We find Hawley’s other points equally without merit. The court did not err in failing to reduce Hawley’s sentence to make him eligible for incarceration at the Eagle River Correctional Institution. Current Division of Corrections regulations preclude assigning anyone to Eagle River whose sentence exceeds three years. A sentence of less than three years is generally preferable for immature first offenders, or others whose sentence of incarceration is primarily imposed to enable them to participate in rehabilitative programs such as those aimed at correcting alcohol or drug abuse. Such a sentence under current Division of Corrections guidelines permits incarceration at minimum security correctional facilities geared to providing primarily rehabilitative services. See Kanipe v. State, 620 P.2d 678, 680 n.7 (Alaska 1980); Ahvik v. State, 613 P.2d 1252, 1254 (Alaska 1980). Hawley’s sentence was imposed primarily for purposes of deterrence and affirmation of community norms. It does not appear that he needs rehabilitative services to remedy drug or alcohol dependency or cope with mental or emotional disability. There is no indication that he needs job training. Sentences longer than three years are appropriate for drug dealers who continue to sell drugs while on bail or probation. Compare Hawley v. State, 614 P.2d 1349, 1362 (Alaska 1980) (sentence of six years not clearly mistaken) with Kelly v. State, 622 P.2d 432, 439-40 (Alaska 1981) (sentence of ten years, with five years suspended, clearly mistaken), Strachan v. State, 615 P.2d 611, 614 (Alaska 1980) (sentence of seven years excessive) and Sanders v. State, 602 P.2d 1252, 1253 (Alaska 1979) (sentences exceeding five years warranted only in exceptional cases).

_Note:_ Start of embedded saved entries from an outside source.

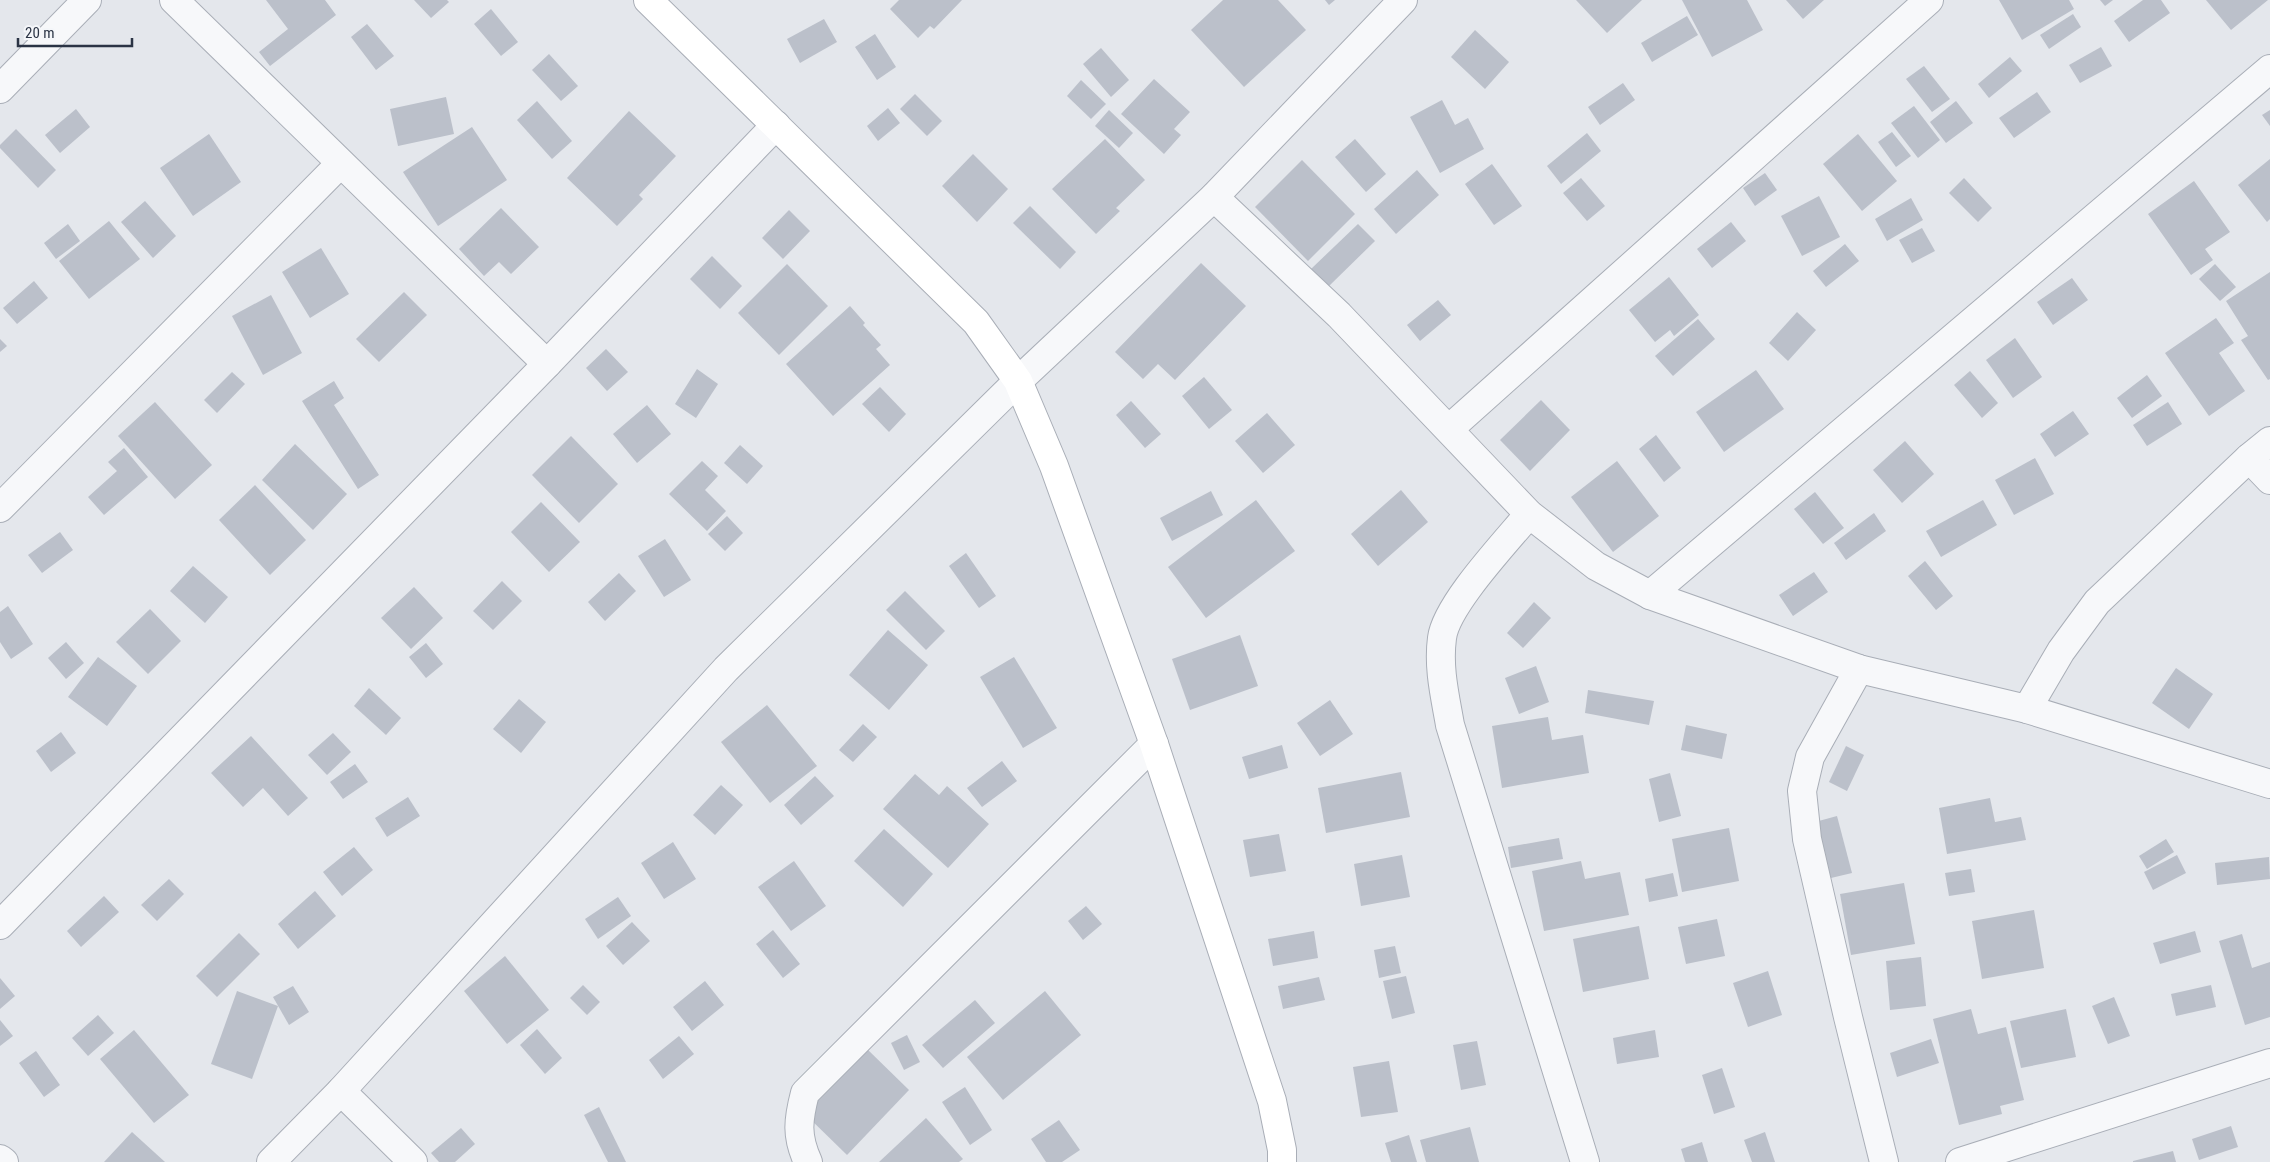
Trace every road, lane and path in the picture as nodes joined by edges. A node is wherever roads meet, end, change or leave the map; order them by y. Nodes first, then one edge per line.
1 (86, 0) edge
2 (174, 0) edge
3 (648, 0) edge
4 (1403, 0) edge
5 (1929, 0) edge
6 (2270, 69) edge
7 (0, 89) edge
8 (776, 125) junction
9 (340, 164) junction
10 (1214, 197) junction
11 (547, 364) junction
12 (1018, 381) junction
13 (1449, 430) junction
14 (2260, 450) edge
15 (2270, 480) edge
16 (0, 508) edge
17 (1529, 514) junction
18 (1650, 595) junction
19 (1859, 669) junction
20 (2027, 710) junction
21 (1154, 744) junction
22 (2270, 784) edge
23 (0, 925) edge
24 (2270, 1063) edge
25 (341, 1090) junction
26 (0, 1158) edge
27 (4, 1162) edge
28 (271, 1162) edge
29 (413, 1162) edge
30 (808, 1162) edge
31 (1282, 1162) edge
32 (1586, 1162) edge
33 (1884, 1162) edge
34 (1960, 1162) edge

1 - 7 street
2 - 9 street
3 - 8 street
4 - 10 street
5 - 13 street
6 - 18 street
8 - 11 street
8 - 12 street
9 - 11 street
9 - 16 street
10 - 12 street
10 - 13 street
11 - 23 street
12 - 21 street
12 - 25 street
13 - 17 street
14 - 15 street
14 - 20 street
17 - 18 street
17 - 32 street
18 - 19 street
19 - 20 street
19 - 33 street
20 - 22 street
21 - 30 street
21 - 31 street
24 - 34 street
25 - 28 street
25 - 29 street
26 - 27 street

Finally, Hawley is not entitled as a matter of right to credit for time served on the sentence imposed by Judge Kalamarides against the sentence imposed in the instant case. Hawley had already been convicted and sentenced for the crimes under consideration here at the time of his disposition hearing following the revocation of his probation on the earlier offence. Judge Kala-marides sentenced Hawley for receiving and concealing stolen property and for failing to abide by reasonable conditions of probation in connection with his earlier suspended imposition of sentence for that crime. Judge Kalamarides made it clear that that sentence was separate and in addition to the sentence that had already been imposed upon Hawley by Judge Moody and which was then pending on appeal. See Schwing v. State, 633 P.2d 311, 313 (Alaska App.1981).

Nevertheless, we believe Hawley’s request that the trial court consider the time he previously spent in prison should have been considered as a request for discretionary relief under Criminal Rule 35(a). While the trial court was not obligated to provide credit for this period of incarceration, it clearly had discretion to do so. The trial court apparently misunderstood Haw-ley’s request. We therefore remand to the trial court to consider whether Hawley’s sentence should be reduced as a matter of discretion under Rule 35(a) because of the time Hawley spent in prison. No further hearings need by held nor arguments heard unless the trial court elects to schedule them. The trial court should issue a supplemental order granting or denying relief.

The judgment of the superior court is AFFIRMED and the case is REMANDED for further consideration of Hawley’s request for a partial reduction of sentence to reflect the time previously spent in prison.

COATS, J., not participating. 
      
      . At the hearing on his motion for reduction of sentence Hawley conceded that he had committed the crimes charged in the dismissed counts.